Looking at the data below, how many lines include the word "Chemin"? Respond with the number only.

Saved data entries:
=-=-=

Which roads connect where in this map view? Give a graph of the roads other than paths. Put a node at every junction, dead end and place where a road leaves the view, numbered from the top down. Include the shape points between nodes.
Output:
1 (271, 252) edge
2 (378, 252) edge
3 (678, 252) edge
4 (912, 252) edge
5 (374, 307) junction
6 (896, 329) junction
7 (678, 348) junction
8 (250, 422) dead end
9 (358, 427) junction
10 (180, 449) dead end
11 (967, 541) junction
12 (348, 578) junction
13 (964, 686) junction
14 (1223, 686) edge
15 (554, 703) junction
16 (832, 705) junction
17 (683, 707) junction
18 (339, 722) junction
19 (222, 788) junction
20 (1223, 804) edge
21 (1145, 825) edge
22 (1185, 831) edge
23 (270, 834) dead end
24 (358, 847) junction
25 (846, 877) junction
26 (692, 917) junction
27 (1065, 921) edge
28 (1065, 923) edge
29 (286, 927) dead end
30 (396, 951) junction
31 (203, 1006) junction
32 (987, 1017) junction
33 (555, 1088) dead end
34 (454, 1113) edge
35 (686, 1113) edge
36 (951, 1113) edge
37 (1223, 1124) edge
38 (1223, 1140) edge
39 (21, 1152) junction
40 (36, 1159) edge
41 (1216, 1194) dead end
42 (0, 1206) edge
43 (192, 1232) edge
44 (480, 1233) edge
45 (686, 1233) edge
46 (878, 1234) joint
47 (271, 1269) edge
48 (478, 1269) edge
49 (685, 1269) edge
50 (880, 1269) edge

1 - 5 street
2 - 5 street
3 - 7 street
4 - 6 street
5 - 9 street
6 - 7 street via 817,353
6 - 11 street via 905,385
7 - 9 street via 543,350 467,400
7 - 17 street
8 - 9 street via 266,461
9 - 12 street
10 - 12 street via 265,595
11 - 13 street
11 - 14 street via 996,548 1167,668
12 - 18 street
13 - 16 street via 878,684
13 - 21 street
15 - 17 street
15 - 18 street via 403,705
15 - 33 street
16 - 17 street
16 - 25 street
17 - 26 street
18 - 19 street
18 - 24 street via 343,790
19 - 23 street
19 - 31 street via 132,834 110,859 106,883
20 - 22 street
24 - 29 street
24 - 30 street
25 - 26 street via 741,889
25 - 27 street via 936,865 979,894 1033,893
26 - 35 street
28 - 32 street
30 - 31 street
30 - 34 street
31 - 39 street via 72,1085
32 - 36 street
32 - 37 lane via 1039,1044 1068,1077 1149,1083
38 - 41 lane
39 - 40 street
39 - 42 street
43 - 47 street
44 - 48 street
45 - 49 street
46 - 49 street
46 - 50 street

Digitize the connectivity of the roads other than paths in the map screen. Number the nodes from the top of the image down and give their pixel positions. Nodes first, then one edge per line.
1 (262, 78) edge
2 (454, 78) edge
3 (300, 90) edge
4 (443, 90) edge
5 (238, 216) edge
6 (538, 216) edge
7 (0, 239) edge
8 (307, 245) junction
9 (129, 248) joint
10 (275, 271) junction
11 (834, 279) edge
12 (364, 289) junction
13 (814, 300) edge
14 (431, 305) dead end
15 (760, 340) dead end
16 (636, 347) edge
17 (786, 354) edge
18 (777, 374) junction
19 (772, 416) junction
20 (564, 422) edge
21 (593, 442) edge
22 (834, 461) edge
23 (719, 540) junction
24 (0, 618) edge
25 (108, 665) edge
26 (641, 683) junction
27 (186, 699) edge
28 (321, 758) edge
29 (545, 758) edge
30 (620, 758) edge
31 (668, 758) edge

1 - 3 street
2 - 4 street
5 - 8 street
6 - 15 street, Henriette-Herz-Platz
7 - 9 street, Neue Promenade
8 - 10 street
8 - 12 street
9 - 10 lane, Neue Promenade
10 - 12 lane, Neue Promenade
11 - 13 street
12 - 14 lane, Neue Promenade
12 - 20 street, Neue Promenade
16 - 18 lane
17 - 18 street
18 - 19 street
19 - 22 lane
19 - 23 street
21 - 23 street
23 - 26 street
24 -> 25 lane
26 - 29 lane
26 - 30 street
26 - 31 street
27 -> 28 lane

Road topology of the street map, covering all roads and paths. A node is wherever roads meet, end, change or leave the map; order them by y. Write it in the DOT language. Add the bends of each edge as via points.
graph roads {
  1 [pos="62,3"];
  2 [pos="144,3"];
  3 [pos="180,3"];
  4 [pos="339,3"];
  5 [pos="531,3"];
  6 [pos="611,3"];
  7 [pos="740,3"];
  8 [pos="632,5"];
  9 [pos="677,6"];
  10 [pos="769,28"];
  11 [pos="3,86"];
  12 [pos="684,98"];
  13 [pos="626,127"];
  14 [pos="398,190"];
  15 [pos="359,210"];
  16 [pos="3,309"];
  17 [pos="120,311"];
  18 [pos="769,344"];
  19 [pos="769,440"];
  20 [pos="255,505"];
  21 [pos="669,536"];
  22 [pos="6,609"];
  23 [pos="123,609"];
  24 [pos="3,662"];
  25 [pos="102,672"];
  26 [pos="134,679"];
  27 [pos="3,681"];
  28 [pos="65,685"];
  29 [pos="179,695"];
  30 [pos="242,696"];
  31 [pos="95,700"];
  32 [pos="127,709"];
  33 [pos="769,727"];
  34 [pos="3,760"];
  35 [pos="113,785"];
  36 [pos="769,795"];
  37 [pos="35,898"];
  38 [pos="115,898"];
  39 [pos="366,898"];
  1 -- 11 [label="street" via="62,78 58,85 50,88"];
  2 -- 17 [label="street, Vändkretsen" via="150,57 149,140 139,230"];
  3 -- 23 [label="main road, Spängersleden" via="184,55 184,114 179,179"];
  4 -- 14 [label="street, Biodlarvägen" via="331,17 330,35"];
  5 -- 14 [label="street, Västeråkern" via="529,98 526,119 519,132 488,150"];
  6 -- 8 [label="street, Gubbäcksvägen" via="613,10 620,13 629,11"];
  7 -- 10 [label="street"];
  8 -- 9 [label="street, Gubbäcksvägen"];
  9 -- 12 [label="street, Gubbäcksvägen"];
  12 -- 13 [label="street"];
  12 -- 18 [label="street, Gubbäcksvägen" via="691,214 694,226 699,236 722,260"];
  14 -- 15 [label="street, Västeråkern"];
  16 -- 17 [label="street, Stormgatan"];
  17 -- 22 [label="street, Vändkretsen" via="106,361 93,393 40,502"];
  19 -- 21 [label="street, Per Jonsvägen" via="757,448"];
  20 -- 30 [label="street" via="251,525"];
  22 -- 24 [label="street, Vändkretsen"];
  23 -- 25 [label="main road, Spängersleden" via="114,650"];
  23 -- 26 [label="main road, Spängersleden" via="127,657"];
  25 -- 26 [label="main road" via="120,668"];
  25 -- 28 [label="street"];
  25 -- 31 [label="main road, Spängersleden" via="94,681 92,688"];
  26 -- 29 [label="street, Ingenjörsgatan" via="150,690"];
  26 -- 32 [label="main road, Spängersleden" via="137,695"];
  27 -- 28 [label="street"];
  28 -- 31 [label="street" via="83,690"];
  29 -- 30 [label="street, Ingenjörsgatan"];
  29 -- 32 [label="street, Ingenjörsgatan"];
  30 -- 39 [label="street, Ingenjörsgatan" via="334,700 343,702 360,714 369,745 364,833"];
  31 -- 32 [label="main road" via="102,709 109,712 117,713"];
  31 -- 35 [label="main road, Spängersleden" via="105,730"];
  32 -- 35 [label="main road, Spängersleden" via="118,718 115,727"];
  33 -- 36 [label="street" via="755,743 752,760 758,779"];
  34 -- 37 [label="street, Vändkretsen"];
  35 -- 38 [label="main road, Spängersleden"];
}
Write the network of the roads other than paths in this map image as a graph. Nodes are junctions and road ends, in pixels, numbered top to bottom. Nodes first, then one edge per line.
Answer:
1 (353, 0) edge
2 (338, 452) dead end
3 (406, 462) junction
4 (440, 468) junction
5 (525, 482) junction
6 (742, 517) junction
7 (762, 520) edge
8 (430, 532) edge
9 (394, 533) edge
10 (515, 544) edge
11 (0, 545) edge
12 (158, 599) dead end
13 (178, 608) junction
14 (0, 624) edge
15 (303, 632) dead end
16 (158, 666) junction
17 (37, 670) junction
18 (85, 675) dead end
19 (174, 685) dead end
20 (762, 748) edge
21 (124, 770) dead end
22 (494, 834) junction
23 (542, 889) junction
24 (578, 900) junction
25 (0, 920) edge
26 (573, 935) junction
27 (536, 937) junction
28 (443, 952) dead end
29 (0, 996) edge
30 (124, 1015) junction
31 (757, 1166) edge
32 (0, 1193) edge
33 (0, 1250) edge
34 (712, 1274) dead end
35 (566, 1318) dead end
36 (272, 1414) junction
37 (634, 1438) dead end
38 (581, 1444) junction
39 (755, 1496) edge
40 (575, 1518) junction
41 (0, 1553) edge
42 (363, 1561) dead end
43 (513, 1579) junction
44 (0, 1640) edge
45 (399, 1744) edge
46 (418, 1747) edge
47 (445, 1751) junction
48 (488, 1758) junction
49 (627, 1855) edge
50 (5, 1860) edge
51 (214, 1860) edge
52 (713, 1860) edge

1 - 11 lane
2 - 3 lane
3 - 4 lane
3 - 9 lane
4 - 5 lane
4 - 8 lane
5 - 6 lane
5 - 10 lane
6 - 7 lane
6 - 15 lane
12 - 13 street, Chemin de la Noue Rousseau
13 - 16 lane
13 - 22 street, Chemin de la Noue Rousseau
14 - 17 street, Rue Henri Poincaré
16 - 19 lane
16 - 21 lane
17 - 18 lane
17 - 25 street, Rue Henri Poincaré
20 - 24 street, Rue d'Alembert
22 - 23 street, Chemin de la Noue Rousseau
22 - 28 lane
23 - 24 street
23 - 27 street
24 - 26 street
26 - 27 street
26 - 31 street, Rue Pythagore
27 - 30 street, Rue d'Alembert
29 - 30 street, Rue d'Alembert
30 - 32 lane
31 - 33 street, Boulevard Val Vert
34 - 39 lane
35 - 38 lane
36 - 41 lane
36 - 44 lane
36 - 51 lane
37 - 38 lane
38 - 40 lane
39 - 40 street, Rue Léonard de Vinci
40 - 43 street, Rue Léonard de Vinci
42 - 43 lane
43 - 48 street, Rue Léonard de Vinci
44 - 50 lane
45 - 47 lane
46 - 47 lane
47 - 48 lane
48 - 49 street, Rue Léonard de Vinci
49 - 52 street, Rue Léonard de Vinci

=-=-=

ANSWER BOX:
3